*** Opening of Information supplied ***
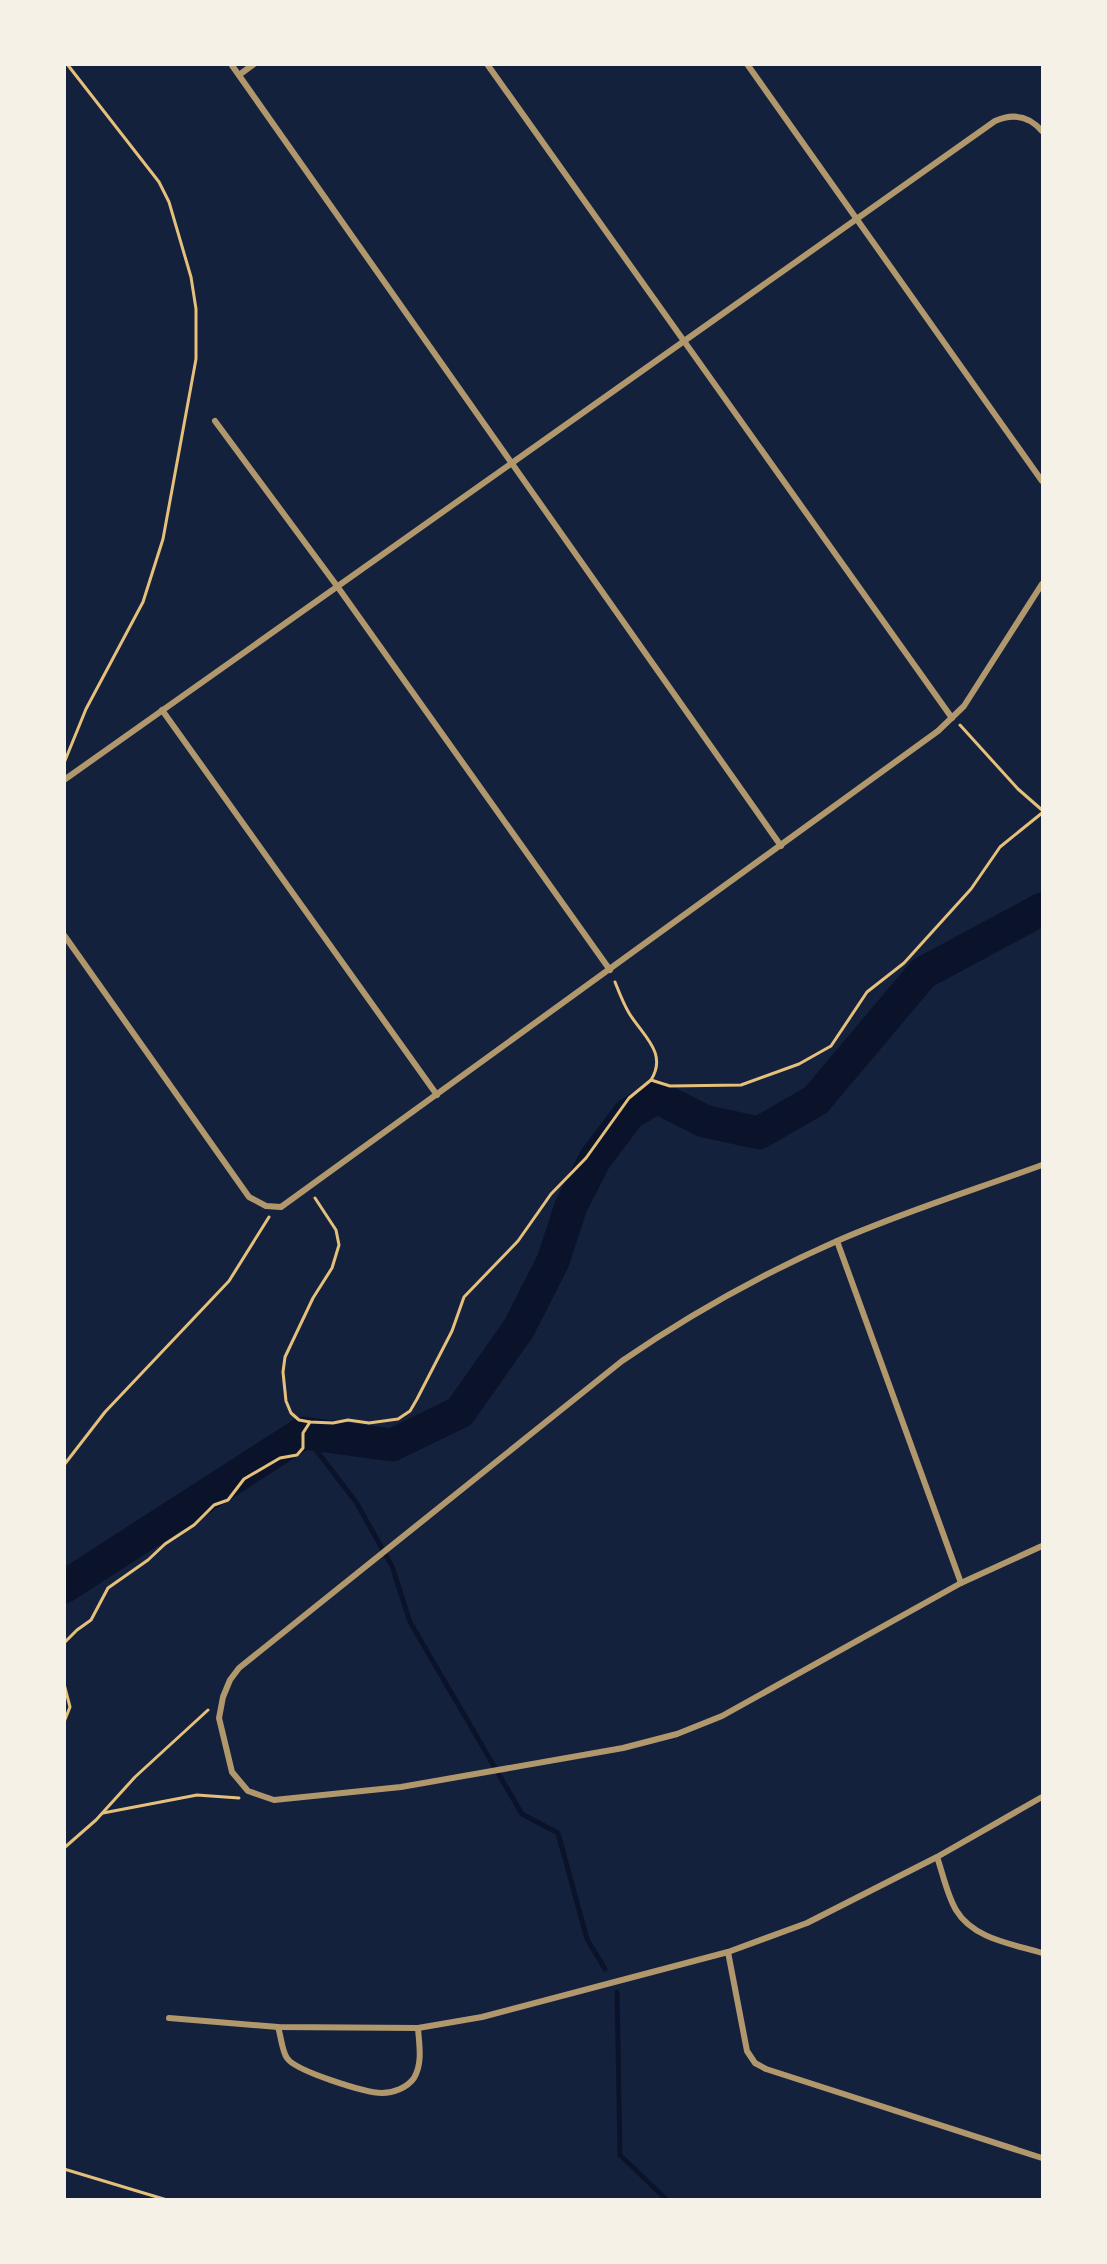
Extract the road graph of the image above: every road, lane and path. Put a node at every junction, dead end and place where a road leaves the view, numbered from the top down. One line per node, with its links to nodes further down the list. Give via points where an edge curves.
1 (67, 64): 17 (path, via 159,182 169,202 191,277 196,309 196,359 163,538 143,602 86,710)
2 (231, 64): 6 (street)
3 (254, 64): 6 (street)
4 (487, 64): 9 (street)
5 (747, 64): 8 (street)
6 (239, 75): 11 (street)
7 (1042, 131): 8 (street, via 1024,118 995,120)
8 (857, 219): 9 (street); 12 (street)
9 (684, 340): 11 (street); 16 (street)
10 (215, 421): 14 (street)
11 (510, 462): 14 (street); 20 (street)
12 (1042, 481)
13 (1042, 584): 16 (street, via 969,699)
14 (337, 585): 15 (street); 22 (street)
15 (162, 710): 18 (street); 24 (street)
16 (952, 718): 19 (path); 20 (street)
17 (64, 763)
18 (64, 780)
19 (1042, 811): 23 (path, via 999,847 971,889 904,963 867,992 831,1046 799,1064 741,1085 670,1086)
20 (781, 846): 22 (street)
21 (64, 935): 27 (street, via 249,1197)
22 (610, 970): 23 (path, via 628,1011 653,1046 658,1064); 24 (street)
23 (651, 1080): 29 (path, via 629,1098 518,1241 464,1297 452,1331 410,1411 398,1419 369,1423)
24 (437, 1095): 26 (street)
25 (1042, 1165): 28 (street)
26 (308, 1189): 27 (street); 29 (path, via 336,1230 339,1245 332,1268 285,1357 283,1372 289,1407 299,1420)
27 (274, 1208): 30 (path, via 229,1281 105,1412)
28 (837, 1241): 32 (street); 35 (street, via 734,1293 622,1362 239,1668)
29 (310, 1422): 33 (path, via 303,1433 303,1448 297,1455 280,1458 244,1479 228,1500 214,1505 194,1525 108,1588 91,1620)
30 (64, 1465)
31 (1042, 1546): 32 (street)
32 (961, 1583): 35 (street, via 722,1716 686,1731 623,1748 401,1787 274,1800 248,1791 232,1772 219,1718)
33 (64, 1643)
34 (64, 1684): 36 (path, via 70,1707)
35 (223, 1697): 39 (path, via 135,1777)
36 (64, 1722)
37 (1042, 1797): 41 (street)
38 (241, 1798): 39 (path, via 197,1795)
39 (103, 1813): 40 (path)
40 (64, 1848)
41 (937, 1857): 42 (street, via 807,1923); 43 (street, via 956,1910 970,1927 990,1938)
42 (728, 1952): 46 (street, via 482,2017); 47 (street, via 747,2051 755,2063)
43 (1042, 1953)
44 (169, 2018): 45 (street)
45 (279, 2027): 46 (street); 46 (street, via 287,2058 296,2067 379,2093 396,2091 413,2080 419,2064)
46 (418, 2028)
47 (1042, 2158)
48 (64, 2169): 49 (path)
49 (167, 2199)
*** Close of Information supplied ***
• Work request:
Pictures aside, write out all of the records exactly.

• Answer for this exercise:
Extract the road graph of the image above: every road, lane and path. Put a node at every junction, dead end and place where a road leaves the view, numbered from the top down. One line per node, with its links to nodes further down the list. Give via points where an edge curves.
1 (67, 64): 17 (path, via 159,182 169,202 191,277 196,309 196,359 163,538 143,602 86,710)
2 (231, 64): 6 (street)
3 (254, 64): 6 (street)
4 (487, 64): 9 (street)
5 (747, 64): 8 (street)
6 (239, 75): 11 (street)
7 (1042, 131): 8 (street, via 1024,118 995,120)
8 (857, 219): 9 (street); 12 (street)
9 (684, 340): 11 (street); 16 (street)
10 (215, 421): 14 (street)
11 (510, 462): 14 (street); 20 (street)
12 (1042, 481)
13 (1042, 584): 16 (street, via 969,699)
14 (337, 585): 15 (street); 22 (street)
15 (162, 710): 18 (street); 24 (street)
16 (952, 718): 19 (path); 20 (street)
17 (64, 763)
18 (64, 780)
19 (1042, 811): 23 (path, via 999,847 971,889 904,963 867,992 831,1046 799,1064 741,1085 670,1086)
20 (781, 846): 22 (street)
21 (64, 935): 27 (street, via 249,1197)
22 (610, 970): 23 (path, via 628,1011 653,1046 658,1064); 24 (street)
23 (651, 1080): 29 (path, via 629,1098 518,1241 464,1297 452,1331 410,1411 398,1419 369,1423)
24 (437, 1095): 26 (street)
25 (1042, 1165): 28 (street)
26 (308, 1189): 27 (street); 29 (path, via 336,1230 339,1245 332,1268 285,1357 283,1372 289,1407 299,1420)
27 (274, 1208): 30 (path, via 229,1281 105,1412)
28 (837, 1241): 32 (street); 35 (street, via 734,1293 622,1362 239,1668)
29 (310, 1422): 33 (path, via 303,1433 303,1448 297,1455 280,1458 244,1479 228,1500 214,1505 194,1525 108,1588 91,1620)
30 (64, 1465)
31 (1042, 1546): 32 (street)
32 (961, 1583): 35 (street, via 722,1716 686,1731 623,1748 401,1787 274,1800 248,1791 232,1772 219,1718)
33 (64, 1643)
34 (64, 1684): 36 (path, via 70,1707)
35 (223, 1697): 39 (path, via 135,1777)
36 (64, 1722)
37 (1042, 1797): 41 (street)
38 (241, 1798): 39 (path, via 197,1795)
39 (103, 1813): 40 (path)
40 (64, 1848)
41 (937, 1857): 42 (street, via 807,1923); 43 (street, via 956,1910 970,1927 990,1938)
42 (728, 1952): 46 (street, via 482,2017); 47 (street, via 747,2051 755,2063)
43 (1042, 1953)
44 (169, 2018): 45 (street)
45 (279, 2027): 46 (street); 46 (street, via 287,2058 296,2067 379,2093 396,2091 413,2080 419,2064)
46 (418, 2028)
47 (1042, 2158)
48 (64, 2169): 49 (path)
49 (167, 2199)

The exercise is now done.